Cooper’s military clinical training program will benefit directly from these medical advancements, as established algorithms and procedures are taught to non-trauma trained military personnel. Due to Cooper’s unique experience in training all branches of the Special Forces medical teams, critical insight is taught to save lives in combat situations.

Cooper’s translational research group is working in several exciting trauma-related research areas, including:

  • Revisiting the need for massive amounts of fluids to resuscitate patients who have lost a substantial amount of blood.
    Hemorrhage is a major cause of preventable death following military and civilian trauma. While current options to restore fluids include whole blood or other solutions, Cooper is reexamining treatment algorithms and the use of biomaterials and potential fluids to keep people alive longer.
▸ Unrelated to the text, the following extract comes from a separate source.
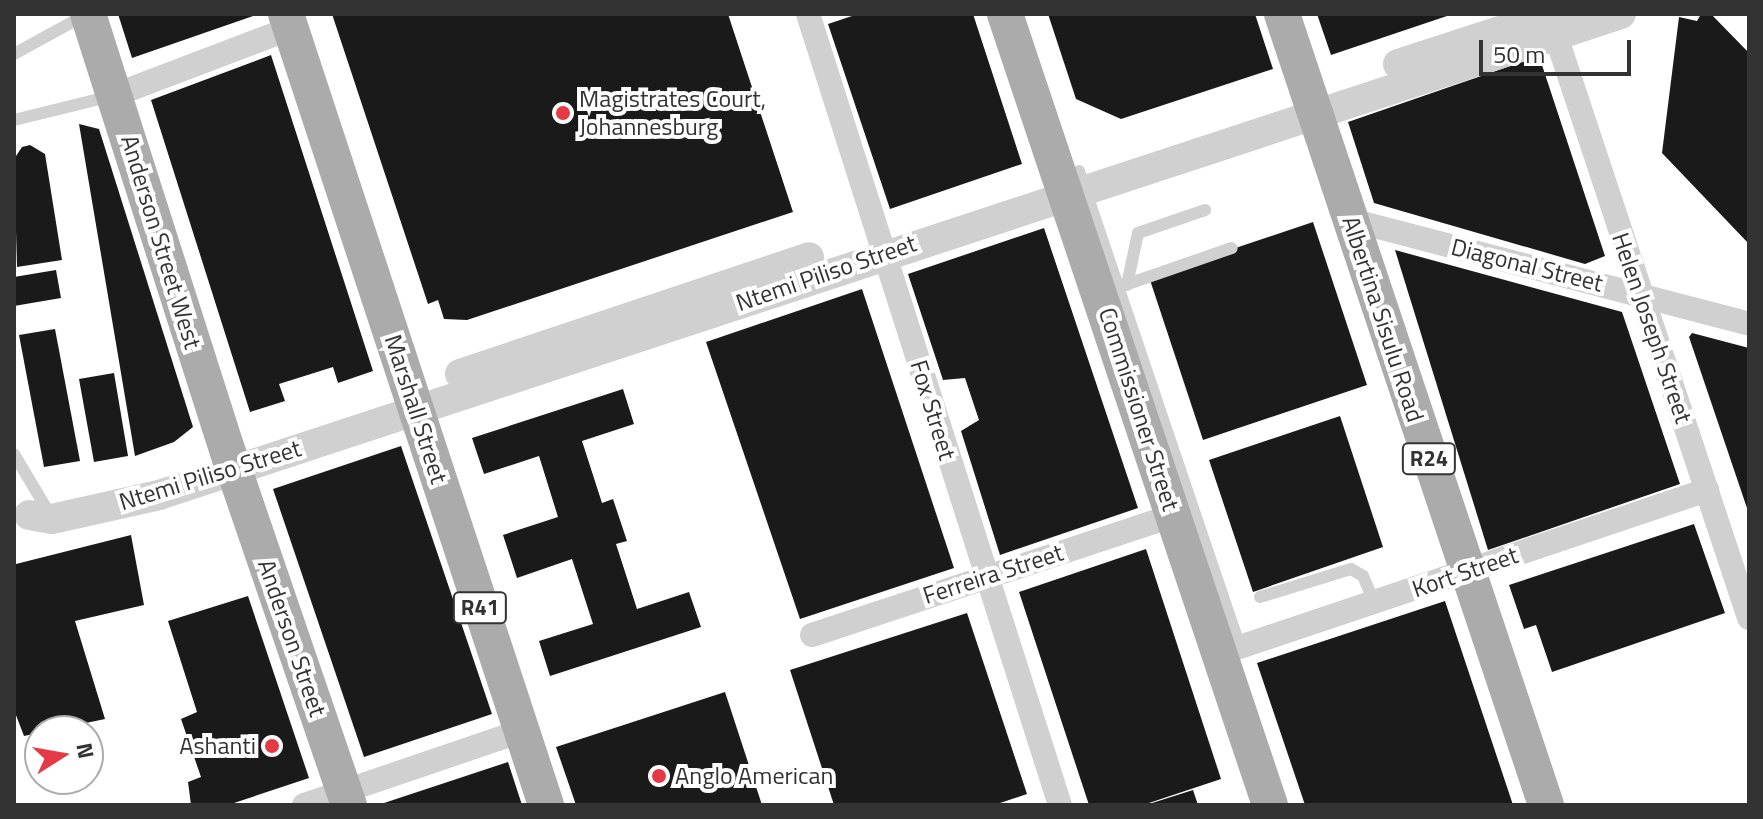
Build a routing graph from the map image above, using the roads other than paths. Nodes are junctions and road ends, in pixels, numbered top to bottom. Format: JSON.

Cooper is also looking into technology that has the potential to save lives in multiple trauma-related hemorrhaging circumstances.
  • Prolong the life of a patient for 48 to 72 hours in the absence of a military medical unit.
    Situations arise where military wounded may not be able to be extracted from a field situation in a timely manner, and need medical support before they are hospitalized and treated. Cooper’s trauma group is exploring new treatments and new biomaterials and techniques to accomplish this within the confines of limited resources, just as the military medical teams would be faced with in the field.
  • Provide a novel approach to septic shock treatment utilizing cell-based therapies.
    There are very few treatment options for this fast-moving disorder in trauma and non-trauma cases. Cooper’s research group is exploring the potential of using a preparation from one’s own fat-derived stem cells to stabilize the vasculature (arrangement of blood vessels in the body) in order to buy more time. This will allow life-saving surgical efforts.